There are good ways of talking to one another and there are bad ways of talking to one another. Everyone knows this, but it seems that really good communication is still a precious commodity, and few find it. This isn’t a new problem or a Christian problem or a non-Christian problem. It is a human condition. Consider James 3:
Not many of you should become teachers, my fellow believers, because you know that we who teach will be judged more strictly. We all stumble in many ways. Anyone who is never at fault in what they say is perfect, able to keep their whole body in check.
When we put bits into the mouths of horses to make them obey us, we can turn the whole animal. Or take ships as an example. Although they are so large and are driven by strong winds, they are steered by a very small rudder wherever the pilot wants to go. Likewise, the tongue is a small part of the body, but it makes great boasts. Consider what a great forest is set on fire by a small spark. The tongue also is a fire, a world of evil among the parts of the body. It corrupts the whole body, sets the whole course of one’s life on fire, and is itself set on fire by hell.
Even the Bible recognizes the reality of how important what we say to people is in each of our lives. That reality should shape everything we do.
I have written about this before, but it bears repeating. You will invite people to speak from the place you speak from when you communicate to them. For example, when you speak from anger, you invite people to anger. When you speak from anxiety, you invite people to anxiety.

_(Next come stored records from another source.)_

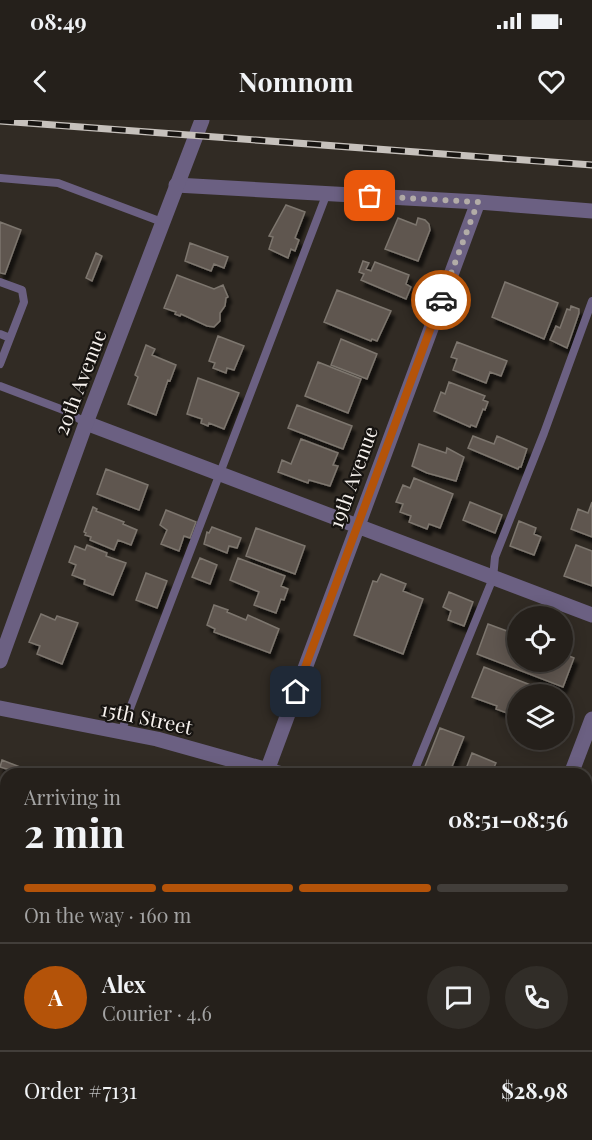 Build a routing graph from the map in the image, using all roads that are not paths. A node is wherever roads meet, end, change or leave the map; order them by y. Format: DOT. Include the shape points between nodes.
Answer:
graph roads {
  1 [pos="202,120"];
  2 [pos="0,178"];
  3 [pos="176,185"];
  4 [pos="327,193"];
  5 [pos="478,202"];
  6 [pos="592,211"];
  7 [pos="162,222"];
  8 [pos="0,282"];
  9 [pos="592,301"];
  10 [pos="0,334"];
  11 [pos="10,338"];
  12 [pos="0,364"];
  13 [pos="0,386"];
  14 [pos="86,423"];
  15 [pos="221,474"];
  16 [pos="356,526"];
  17 [pos="493,578"];
  18 [pos="592,615"];
  19 [pos="0,661"];
  20 [pos="0,708"];
  21 [pos="592,718"];
  22 [pos="121,732"];
  23 [pos="264,768"];
  24 [pos="276,768"];
  25 [pos="415,768"];
  26 [pos="573,768"];
  1 -- 3 [label="street, 20th Avenue"];
  2 -- 7 [label="lane" via="58,183"];
  3 -- 4 [label="street"];
  3 -- 7 [label="street, 20th Avenue"];
  4 -- 5 [label="street"];
  4 -- 15 [label="lane"];
  5 -- 6 [label="street"];
  5 -- 16 [label="street, 19th Avenue"];
  7 -- 14 [label="street, 20th Avenue"];
  8 -- 11 [label="lane" via="22,290 24,302"];
  9 -- 17 [label="lane" via="495,557"];
  10 -- 11 [label="lane"];
  11 -- 12 [label="lane"];
  13 -- 14 [label="lane" via="66,411"];
  14 -- 15 [label="street"];
  14 -- 19 [label="street, 20th Avenue"];
  15 -- 16 [label="street"];
  15 -- 22 [label="lane"];
  16 -- 17 [label="street"];
  16 -- 24 [label="street, 19th Avenue"];
  17 -- 18 [label="street"];
  17 -- 25 [label="lane"];
  20 -- 22 [label="street, 15th Street"];
  21 -- 26 [label="street"];
  22 -- 23 [label="street, 15th Street"];
}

Conversely, when you speak from peace, you invite people to peace. When you choose to forgive, you invite people to forgive as well. When you choose to show mercy, you invite others to be merciful. But never forget that we all need mercy at some point in our lives. It is inevitable. So when you need mercy, it is good to have already been a person who was in the habit of giving mercy.
We prepare to receive mercy long before we need it. We prepare for this by being a merciful person. This is called making provision when we are strong for the times when we are weak.
Maybe the way to have our most broken moments handled well by others is that we choose to be people who handle other people’s mistakes well. I have seen countless examples in and out of the Church where people handle another’s mistakes poorly and then are terribly offended when the roles are reversed and they are shown no mercy.
In your strongest moments, may you show mercy to those who have blown it. May you invite others to a place of mercy. And may you be the kind of person whom, when you blow it — and you will — people line up to show mercy because of where you have already been.